そう、何を隠そう、首都名は「スリ・ジャヤワルダナプラ・コッテ」なのだ。

私が中学生のころ、私が中学生のころ、学習塾の地理の時間に教科書で発見し、その名前の長さに唖然としたことがある。
暗記するのに苦労した一方、こんなにも長い首都名の国もあるのなら、一度はいってみたいものだと深い感銘を受けたものだ。

だが、その時はそれ以上、スリランカに夢をふくらませるほどの余裕はなかった。
現在のゆとり教育とは違い、当時の学習塾というのは意外にシビアなもので、何しろ、教師が竹刀を持っているのである。
その竹刀で黒板をバンバン叩きながら、世界各国の首都を暗記するよう、ぼくらに要求するわけだ。

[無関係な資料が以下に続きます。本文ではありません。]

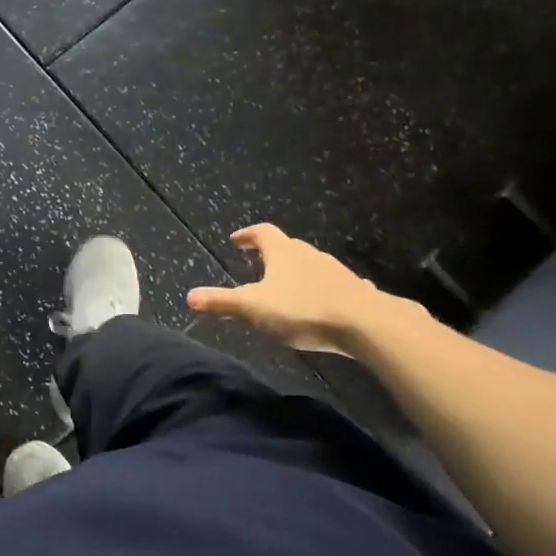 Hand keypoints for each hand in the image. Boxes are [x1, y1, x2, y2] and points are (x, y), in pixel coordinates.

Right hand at [187, 224, 416, 351]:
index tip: (236, 240)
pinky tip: (323, 303)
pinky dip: (322, 290)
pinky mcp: (355, 290)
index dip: (248, 235)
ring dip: (296, 272)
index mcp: (282, 252)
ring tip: (286, 287)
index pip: (262, 232)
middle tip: (257, 264)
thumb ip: (221, 302)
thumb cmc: (302, 309)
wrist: (366, 323)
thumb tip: (189, 296)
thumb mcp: (253, 308)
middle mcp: (309, 254)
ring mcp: (335, 271)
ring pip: (311, 265)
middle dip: (271, 254)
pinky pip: (334, 285)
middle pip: (287, 247) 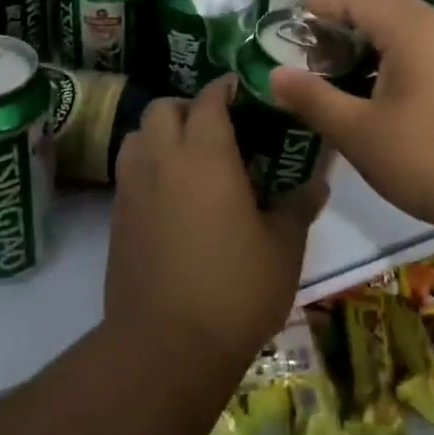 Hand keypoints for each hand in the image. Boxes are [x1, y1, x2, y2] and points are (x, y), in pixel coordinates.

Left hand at [106, 76, 326, 377]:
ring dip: (161, 133)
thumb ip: (298, 206)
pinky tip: (172, 196)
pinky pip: (129, 170)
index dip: (226, 88)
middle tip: (218, 129)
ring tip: (190, 158)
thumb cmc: (234, 289)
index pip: (209, 99)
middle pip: (164, 107)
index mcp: (205, 154)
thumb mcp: (282, 248)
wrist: (165, 346)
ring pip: (138, 134)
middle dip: (189, 107)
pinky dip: (148, 165)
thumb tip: (317, 182)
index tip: (244, 90)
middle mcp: (162, 158)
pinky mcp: (116, 217)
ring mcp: (132, 187)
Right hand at [268, 0, 433, 238]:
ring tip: (344, 60)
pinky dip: (400, 53)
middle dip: (347, 16)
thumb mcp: (360, 132)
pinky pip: (431, 47)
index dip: (322, 2)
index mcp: (411, 28)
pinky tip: (387, 85)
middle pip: (386, 7)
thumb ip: (314, 99)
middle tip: (313, 37)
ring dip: (375, 36)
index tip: (293, 10)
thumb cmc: (431, 157)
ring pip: (411, 28)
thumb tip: (275, 74)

さすがに竹刀は気合を入れるためだけの、見せかけのハリボテアイテムであることは当時の私にもわかっていた。
実際に叩かれた生徒がいたわけではないし、そのあたりは出来た教師だったと思う。
それでも、うとうとしていようものならチョークが飛んでくるので、必死になって世界各国の首都を覚えたものである。

これが当時の詰め込み教育のリアルな実態だったわけだ。

アメリカやフランス、あるいはイギリスといった首都名は特に覚えるまでもなく知っていた。
だが、中東や南米、東南アジア、あるいはアフリカあたりの首都名については国のイメージがつかないため、暗記するのに苦労したことを覚えている。

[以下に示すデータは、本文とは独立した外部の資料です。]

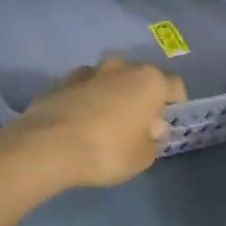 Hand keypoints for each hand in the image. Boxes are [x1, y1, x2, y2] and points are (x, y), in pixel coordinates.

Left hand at [1, 56, 186, 188]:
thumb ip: (152, 140)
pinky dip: (85, 101)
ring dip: (111, 95)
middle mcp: (121, 67)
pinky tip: (79, 123)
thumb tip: (150, 128)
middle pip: (139, 78)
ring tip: (105, 122)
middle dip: (141, 97)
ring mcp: (88, 71)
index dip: (176, 103)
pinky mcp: (60, 82)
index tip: (169, 120)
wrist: (48, 146)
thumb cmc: (107, 151)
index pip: (175, 86)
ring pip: (109, 80)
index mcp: (149, 81)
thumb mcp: (142, 158)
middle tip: (136, 123)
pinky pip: (82, 90)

そのなかで、一国だけ、異常に長い首都名のある国が存在した。
それが前述したスリランカなのである。

ただ、これはやっかいというわけではなく、長すぎてインパクトのある首都だったので、
意外にも私はスリ・ジャヤワルダナプラ・コッテをすぐに暗記することができた。
インパクトがあって記憶に残るのならば、多少、長い地名であっても覚えてもらえるものである。

ただ、スリ・ジャヤワルダナプラ・コッテの歴史は意外にもまだ浅い。
コロンボから首都が移転されたのが1985年のことであるから、
当時の出来立てのスリ・ジャヤワルダナプラ・コッテの時代に私はすでに生まれていたわけである。

今思えば、竹刀を持って教壇に立っている教師の姿というのは異様なものでしかないが、そこまでして知識を暗記させてくれたことには感謝している。
もちろん、その後の人生でこの長い首都名が役に立ったということは一度もない。

だが、
「インパクトがあれば記憶に残りやすい。」
この教訓を教えてくれたのは、他でもないスリ・ジャヤワルダナプラ・コッテなのだ。